■ Brief
Copy out the lines of the material that include the string "Boulevard".

Dataset entries section start

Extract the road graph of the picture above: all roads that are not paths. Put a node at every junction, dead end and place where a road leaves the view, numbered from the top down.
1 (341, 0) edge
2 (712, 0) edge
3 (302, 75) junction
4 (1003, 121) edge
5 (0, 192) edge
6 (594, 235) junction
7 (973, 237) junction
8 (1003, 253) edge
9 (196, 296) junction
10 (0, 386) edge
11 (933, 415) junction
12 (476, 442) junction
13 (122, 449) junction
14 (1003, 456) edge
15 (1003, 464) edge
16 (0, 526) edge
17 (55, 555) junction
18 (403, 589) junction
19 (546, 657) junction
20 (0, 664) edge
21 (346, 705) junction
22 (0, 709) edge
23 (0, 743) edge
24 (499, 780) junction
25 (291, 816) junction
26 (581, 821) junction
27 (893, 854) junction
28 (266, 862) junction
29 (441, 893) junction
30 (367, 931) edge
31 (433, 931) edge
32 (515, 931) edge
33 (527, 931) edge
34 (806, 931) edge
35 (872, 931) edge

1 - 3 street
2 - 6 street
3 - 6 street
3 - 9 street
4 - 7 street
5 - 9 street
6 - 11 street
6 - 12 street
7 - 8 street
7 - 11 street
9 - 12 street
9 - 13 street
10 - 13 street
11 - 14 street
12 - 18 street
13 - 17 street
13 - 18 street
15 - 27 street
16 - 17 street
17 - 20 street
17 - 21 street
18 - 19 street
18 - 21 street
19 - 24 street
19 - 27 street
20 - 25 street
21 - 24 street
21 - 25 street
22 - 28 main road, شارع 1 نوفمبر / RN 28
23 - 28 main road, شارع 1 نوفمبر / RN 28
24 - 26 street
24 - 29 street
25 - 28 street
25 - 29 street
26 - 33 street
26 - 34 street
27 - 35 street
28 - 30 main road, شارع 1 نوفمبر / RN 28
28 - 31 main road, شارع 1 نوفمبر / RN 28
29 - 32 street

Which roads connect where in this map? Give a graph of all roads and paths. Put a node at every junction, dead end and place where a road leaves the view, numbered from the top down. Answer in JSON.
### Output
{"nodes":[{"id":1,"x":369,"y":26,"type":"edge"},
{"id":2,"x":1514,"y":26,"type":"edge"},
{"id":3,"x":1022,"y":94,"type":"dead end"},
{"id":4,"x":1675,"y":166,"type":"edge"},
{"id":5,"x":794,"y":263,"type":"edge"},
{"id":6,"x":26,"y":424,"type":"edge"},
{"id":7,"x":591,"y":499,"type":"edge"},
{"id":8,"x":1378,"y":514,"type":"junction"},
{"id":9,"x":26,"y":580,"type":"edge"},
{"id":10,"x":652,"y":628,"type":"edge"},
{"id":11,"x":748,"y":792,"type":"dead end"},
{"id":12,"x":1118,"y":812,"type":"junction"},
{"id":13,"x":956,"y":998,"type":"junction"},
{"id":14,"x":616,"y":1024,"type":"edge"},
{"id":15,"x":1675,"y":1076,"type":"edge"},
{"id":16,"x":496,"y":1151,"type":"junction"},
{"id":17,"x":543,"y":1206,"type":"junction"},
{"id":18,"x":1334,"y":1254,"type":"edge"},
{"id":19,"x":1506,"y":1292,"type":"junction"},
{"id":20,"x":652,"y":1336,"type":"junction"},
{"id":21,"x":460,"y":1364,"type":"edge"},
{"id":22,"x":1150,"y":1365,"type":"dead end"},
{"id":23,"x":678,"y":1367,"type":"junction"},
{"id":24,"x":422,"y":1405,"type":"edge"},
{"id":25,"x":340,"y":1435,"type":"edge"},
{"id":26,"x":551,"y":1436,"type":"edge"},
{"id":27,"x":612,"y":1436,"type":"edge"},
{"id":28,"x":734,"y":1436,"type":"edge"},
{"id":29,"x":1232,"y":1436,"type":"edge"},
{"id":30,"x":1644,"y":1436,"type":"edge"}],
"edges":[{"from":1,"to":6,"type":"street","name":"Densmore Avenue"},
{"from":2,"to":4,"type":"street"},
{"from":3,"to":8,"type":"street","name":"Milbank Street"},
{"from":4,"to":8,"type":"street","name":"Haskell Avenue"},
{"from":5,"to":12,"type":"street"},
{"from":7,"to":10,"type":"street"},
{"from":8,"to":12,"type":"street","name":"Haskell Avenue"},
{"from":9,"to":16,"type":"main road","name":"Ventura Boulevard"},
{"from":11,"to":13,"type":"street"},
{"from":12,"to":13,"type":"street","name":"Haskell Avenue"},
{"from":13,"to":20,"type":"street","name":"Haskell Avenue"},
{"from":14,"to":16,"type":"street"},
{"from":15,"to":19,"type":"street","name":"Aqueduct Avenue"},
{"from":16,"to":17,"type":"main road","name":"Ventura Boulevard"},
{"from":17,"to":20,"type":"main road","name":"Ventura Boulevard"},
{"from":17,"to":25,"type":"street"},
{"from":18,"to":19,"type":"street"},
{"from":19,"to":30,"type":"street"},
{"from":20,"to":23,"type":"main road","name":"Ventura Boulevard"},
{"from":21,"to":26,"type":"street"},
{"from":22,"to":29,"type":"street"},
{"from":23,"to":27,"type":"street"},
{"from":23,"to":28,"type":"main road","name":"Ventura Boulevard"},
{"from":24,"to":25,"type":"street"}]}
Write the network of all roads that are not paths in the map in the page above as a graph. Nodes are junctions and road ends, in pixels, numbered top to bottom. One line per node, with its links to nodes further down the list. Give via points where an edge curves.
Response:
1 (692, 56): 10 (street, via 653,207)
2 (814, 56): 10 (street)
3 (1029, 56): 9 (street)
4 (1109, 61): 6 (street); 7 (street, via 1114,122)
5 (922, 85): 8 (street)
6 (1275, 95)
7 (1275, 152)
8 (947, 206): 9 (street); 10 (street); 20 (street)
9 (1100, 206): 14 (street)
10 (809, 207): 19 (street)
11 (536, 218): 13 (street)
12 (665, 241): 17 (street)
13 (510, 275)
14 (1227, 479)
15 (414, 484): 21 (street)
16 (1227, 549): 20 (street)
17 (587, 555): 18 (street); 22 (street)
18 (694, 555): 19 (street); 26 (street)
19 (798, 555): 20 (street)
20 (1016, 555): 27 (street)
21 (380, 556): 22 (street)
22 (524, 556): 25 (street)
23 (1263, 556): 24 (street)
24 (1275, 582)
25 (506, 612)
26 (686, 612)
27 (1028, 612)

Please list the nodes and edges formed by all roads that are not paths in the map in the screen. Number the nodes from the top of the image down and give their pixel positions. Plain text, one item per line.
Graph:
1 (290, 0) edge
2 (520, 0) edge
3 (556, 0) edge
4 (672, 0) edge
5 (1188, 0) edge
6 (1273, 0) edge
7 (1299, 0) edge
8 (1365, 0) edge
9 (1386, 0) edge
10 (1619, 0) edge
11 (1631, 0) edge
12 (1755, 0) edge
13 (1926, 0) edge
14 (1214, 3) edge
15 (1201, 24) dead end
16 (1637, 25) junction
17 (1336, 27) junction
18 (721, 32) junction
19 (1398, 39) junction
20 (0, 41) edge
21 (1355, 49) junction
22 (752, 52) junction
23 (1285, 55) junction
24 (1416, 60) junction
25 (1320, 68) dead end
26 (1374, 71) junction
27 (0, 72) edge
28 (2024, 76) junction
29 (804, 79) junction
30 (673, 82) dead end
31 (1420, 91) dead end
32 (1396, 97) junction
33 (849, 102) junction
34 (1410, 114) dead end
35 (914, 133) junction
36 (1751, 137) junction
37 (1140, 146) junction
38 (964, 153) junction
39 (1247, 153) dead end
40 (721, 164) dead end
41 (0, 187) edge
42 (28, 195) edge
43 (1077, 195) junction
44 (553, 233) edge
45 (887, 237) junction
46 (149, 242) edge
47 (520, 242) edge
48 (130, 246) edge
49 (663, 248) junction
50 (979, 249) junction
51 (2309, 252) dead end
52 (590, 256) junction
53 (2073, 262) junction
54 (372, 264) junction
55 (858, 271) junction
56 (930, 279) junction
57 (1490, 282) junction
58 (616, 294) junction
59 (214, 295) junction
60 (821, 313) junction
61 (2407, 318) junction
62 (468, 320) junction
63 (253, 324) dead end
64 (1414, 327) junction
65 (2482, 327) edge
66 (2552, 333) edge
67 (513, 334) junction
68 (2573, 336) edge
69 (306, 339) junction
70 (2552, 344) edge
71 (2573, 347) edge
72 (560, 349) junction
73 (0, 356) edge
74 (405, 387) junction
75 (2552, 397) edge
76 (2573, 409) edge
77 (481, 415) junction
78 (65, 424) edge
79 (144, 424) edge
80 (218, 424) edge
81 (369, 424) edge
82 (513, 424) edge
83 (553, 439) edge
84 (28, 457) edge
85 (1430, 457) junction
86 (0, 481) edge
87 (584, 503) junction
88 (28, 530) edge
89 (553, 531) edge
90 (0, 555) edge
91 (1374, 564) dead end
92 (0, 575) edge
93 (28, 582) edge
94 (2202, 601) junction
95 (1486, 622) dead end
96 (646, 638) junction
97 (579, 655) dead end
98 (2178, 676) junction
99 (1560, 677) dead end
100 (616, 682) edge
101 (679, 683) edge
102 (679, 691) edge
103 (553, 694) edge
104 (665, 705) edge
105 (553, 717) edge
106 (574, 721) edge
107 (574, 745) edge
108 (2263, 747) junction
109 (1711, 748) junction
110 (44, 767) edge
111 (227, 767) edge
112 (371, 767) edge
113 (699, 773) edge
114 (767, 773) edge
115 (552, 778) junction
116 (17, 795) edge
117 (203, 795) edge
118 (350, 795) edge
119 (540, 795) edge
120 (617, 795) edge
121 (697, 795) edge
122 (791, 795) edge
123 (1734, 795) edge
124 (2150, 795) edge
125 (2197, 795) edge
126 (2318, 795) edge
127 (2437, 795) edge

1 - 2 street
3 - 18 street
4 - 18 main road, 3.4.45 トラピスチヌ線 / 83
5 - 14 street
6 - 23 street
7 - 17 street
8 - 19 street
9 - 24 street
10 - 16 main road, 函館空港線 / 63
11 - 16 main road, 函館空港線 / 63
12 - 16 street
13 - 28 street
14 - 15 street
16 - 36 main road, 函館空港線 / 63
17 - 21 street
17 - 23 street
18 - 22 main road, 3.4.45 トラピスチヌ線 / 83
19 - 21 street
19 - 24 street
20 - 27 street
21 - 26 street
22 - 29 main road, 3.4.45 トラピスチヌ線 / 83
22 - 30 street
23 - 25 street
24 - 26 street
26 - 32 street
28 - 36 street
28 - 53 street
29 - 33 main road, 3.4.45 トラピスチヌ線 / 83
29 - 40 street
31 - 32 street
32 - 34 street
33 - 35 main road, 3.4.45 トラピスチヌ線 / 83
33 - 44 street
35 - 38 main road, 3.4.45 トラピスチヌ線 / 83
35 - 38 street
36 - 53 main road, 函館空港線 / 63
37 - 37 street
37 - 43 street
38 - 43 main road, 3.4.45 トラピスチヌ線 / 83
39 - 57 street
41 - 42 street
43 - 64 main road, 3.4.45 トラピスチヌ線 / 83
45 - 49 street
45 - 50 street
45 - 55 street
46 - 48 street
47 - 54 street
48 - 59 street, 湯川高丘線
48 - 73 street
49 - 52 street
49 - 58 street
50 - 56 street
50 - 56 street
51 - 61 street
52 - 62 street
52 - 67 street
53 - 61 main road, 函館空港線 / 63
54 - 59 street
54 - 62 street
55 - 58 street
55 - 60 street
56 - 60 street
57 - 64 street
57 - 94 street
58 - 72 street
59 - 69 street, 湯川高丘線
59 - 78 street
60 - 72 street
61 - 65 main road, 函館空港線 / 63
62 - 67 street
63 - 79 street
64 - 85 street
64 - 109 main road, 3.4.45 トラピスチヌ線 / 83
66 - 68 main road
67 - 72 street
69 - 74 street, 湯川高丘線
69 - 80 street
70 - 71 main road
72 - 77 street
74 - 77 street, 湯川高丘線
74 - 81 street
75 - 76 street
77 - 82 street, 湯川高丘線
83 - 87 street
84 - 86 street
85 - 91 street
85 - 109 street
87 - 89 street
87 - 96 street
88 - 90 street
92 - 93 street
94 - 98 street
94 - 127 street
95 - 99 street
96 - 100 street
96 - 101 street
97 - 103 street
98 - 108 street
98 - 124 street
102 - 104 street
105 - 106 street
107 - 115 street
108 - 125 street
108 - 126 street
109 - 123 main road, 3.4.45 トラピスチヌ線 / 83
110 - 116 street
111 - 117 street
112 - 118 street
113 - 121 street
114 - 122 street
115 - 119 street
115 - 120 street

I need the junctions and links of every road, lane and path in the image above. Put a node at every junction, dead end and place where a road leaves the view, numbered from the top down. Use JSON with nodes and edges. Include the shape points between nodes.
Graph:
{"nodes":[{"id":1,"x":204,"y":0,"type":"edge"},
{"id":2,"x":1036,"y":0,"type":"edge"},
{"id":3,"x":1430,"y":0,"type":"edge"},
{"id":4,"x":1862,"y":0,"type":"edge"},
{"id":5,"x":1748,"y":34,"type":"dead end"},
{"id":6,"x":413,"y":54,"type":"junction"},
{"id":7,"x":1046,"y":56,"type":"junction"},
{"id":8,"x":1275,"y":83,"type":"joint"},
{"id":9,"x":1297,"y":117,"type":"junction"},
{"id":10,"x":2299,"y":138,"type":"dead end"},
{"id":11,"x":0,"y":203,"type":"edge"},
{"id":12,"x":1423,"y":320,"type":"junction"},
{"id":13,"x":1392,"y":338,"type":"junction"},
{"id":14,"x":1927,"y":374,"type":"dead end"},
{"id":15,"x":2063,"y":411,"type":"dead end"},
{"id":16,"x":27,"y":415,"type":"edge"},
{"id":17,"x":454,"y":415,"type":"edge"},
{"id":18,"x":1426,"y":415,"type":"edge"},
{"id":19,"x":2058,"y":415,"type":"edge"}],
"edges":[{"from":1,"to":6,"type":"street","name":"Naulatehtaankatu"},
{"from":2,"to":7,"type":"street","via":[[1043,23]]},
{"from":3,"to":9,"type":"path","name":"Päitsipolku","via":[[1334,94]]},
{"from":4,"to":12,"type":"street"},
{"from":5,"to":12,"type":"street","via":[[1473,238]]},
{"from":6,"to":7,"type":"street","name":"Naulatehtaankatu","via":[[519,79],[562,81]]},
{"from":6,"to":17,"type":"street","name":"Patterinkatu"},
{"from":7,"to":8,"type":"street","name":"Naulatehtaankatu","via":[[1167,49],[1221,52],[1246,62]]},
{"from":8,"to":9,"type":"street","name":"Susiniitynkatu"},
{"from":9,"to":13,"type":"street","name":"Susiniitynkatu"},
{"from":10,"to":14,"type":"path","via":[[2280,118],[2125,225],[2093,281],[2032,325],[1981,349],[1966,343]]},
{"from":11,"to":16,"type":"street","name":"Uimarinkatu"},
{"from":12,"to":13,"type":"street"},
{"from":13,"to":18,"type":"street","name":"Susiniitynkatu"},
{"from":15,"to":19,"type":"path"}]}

Dataset entries section end

■ Answer to this exercise
{"from":9,"to":16,"type":"main road","name":"Ventura Boulevard"},
{"from":16,"to":17,"type":"main road","name":"Ventura Boulevard"},
{"from":17,"to":20,"type":"main road","name":"Ventura Boulevard"},
{"from":20,"to":23,"type":"main road","name":"Ventura Boulevard"},
{"from":23,"to":28,"type":"main road","name":"Ventura Boulevard"},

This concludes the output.